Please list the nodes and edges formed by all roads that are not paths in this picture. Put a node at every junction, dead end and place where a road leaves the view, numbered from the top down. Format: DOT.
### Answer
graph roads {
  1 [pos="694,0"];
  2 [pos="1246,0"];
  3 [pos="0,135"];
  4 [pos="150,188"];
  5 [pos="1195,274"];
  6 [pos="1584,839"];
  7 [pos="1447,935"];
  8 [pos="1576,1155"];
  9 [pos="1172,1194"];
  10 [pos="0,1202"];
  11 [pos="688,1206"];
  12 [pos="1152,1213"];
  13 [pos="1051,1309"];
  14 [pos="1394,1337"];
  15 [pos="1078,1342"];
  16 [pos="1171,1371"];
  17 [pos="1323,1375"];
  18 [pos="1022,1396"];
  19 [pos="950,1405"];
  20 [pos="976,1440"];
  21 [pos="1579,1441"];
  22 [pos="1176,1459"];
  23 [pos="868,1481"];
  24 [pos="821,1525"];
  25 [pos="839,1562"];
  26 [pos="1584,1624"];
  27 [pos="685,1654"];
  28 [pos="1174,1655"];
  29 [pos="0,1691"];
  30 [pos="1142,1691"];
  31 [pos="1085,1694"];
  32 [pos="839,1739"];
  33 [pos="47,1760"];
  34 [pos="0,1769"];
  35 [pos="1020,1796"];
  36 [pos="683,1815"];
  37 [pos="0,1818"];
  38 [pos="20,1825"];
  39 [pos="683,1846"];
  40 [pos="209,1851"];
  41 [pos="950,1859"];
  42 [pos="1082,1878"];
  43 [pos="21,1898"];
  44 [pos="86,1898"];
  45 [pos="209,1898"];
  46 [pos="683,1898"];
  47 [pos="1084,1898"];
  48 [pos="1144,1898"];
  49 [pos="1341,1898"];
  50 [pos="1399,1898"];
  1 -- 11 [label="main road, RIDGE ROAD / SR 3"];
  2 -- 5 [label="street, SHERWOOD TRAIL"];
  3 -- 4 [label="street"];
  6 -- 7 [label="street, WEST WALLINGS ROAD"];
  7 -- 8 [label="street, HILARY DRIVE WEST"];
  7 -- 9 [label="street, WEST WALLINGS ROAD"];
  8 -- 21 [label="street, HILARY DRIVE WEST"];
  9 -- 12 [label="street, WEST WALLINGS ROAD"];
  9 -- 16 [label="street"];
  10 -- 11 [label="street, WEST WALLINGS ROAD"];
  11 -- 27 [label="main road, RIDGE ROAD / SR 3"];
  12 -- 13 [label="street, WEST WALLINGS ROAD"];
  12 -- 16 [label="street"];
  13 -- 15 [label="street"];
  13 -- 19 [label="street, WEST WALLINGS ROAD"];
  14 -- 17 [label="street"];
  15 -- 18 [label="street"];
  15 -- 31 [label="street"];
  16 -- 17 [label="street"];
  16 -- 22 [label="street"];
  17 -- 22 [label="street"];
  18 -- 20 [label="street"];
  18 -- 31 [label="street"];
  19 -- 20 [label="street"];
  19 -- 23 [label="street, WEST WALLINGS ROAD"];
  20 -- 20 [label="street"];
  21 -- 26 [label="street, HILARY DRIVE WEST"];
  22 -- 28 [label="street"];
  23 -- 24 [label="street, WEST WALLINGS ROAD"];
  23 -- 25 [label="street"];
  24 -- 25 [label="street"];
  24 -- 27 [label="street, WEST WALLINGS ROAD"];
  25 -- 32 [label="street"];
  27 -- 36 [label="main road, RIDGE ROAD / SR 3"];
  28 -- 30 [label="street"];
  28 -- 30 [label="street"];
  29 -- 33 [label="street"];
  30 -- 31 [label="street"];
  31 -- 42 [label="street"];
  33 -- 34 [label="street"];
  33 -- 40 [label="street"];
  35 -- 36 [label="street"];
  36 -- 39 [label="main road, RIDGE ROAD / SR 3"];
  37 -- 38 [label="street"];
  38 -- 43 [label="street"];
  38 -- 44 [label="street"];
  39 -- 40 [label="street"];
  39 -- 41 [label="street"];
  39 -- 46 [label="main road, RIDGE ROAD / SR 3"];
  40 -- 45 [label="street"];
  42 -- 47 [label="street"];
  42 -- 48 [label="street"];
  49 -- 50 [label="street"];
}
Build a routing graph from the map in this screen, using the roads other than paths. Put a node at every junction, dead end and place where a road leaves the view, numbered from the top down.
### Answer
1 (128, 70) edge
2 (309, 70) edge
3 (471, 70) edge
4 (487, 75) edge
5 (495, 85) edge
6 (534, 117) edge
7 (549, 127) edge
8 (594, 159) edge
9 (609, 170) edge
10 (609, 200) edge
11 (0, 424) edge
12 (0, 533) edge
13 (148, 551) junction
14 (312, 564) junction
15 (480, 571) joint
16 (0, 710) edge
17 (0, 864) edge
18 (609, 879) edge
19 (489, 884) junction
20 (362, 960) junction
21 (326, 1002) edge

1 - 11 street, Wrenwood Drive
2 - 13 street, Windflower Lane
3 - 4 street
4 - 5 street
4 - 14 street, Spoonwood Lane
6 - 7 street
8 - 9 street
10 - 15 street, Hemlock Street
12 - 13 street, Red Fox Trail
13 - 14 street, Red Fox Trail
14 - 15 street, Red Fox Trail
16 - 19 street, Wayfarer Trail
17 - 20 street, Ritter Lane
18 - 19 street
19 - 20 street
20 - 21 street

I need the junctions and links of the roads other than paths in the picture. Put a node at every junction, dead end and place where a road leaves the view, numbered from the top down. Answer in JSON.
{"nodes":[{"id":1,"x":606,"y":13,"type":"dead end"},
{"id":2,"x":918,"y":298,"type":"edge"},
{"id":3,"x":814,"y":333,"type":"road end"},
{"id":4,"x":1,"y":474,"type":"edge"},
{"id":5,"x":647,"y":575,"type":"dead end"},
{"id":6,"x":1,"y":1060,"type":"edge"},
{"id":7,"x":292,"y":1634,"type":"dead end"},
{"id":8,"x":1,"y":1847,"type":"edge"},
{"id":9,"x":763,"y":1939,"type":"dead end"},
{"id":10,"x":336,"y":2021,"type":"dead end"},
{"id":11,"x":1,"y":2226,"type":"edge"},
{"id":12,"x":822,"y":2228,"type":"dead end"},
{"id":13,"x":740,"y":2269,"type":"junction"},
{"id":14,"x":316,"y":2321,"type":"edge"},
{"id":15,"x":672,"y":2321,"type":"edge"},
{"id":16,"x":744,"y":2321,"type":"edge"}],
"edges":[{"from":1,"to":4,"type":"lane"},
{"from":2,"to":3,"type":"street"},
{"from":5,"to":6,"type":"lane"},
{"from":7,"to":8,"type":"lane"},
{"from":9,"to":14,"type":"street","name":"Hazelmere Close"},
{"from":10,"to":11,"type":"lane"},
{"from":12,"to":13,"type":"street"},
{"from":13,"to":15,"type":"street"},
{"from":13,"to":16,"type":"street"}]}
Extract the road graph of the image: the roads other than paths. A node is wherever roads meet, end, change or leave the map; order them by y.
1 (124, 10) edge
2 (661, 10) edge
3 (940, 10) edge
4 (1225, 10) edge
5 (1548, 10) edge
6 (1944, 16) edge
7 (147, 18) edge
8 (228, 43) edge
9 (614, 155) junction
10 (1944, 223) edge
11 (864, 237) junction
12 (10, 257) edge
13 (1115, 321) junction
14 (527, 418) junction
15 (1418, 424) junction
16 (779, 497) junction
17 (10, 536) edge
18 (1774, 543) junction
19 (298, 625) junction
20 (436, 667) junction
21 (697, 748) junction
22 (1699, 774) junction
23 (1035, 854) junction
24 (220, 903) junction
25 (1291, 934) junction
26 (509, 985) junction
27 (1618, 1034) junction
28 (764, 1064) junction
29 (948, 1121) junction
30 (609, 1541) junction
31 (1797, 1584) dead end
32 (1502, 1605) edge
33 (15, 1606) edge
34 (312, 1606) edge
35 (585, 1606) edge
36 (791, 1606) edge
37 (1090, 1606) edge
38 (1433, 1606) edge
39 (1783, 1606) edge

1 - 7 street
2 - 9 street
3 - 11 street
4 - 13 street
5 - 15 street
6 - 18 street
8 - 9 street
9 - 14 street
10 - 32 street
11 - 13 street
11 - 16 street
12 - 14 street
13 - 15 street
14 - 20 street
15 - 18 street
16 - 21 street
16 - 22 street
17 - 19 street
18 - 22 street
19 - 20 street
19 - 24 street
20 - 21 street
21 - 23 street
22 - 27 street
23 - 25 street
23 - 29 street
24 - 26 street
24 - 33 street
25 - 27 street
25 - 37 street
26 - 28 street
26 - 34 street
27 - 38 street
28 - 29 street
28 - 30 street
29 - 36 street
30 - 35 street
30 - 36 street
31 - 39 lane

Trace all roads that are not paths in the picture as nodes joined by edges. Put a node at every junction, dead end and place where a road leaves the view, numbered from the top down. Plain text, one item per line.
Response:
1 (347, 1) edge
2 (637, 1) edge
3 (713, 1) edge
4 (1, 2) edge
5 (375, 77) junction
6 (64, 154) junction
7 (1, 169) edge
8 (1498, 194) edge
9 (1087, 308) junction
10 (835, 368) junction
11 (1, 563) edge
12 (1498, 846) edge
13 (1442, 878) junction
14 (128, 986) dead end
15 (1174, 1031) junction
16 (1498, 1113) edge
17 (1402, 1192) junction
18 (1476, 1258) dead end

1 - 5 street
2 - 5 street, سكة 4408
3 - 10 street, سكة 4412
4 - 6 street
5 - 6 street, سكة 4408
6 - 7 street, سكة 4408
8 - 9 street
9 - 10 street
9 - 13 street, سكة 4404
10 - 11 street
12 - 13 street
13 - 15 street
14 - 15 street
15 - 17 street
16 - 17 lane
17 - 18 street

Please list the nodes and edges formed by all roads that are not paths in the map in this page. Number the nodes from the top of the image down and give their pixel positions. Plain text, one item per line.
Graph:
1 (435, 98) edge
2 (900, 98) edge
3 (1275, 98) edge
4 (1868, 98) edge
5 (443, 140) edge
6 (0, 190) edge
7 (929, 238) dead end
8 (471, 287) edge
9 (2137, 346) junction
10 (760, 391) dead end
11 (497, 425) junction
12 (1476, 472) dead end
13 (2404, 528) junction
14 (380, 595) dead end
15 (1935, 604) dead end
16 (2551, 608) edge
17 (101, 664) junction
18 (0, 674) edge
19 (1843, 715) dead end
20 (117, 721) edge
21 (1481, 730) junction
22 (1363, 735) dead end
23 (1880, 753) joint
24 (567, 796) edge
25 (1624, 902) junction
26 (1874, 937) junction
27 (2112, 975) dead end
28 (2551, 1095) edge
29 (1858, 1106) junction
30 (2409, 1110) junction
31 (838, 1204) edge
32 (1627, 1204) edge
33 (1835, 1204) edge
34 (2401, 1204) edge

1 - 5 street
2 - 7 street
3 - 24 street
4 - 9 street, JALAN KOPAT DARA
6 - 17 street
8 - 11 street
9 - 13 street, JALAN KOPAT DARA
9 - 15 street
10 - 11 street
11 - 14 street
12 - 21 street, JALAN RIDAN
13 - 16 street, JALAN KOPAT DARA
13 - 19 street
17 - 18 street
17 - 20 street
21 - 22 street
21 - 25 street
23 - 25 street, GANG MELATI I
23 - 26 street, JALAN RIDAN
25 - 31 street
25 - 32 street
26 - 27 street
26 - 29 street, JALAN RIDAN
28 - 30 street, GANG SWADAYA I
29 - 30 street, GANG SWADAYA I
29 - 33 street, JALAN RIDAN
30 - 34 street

========================

§ **Problem details**
Copy, from the data above, every line where the word "Please" appears.

§ **Solved problem**
Please list the nodes and edges formed by all roads that are not paths in this picture. Put a node at every junction, dead end and place where a road leaves the view, numbered from the top down. Format: DOT.
Please list the nodes and edges formed by all roads that are not paths in the map in this page. Number the nodes from the top of the image down and give their pixel positions. Plain text, one item per line.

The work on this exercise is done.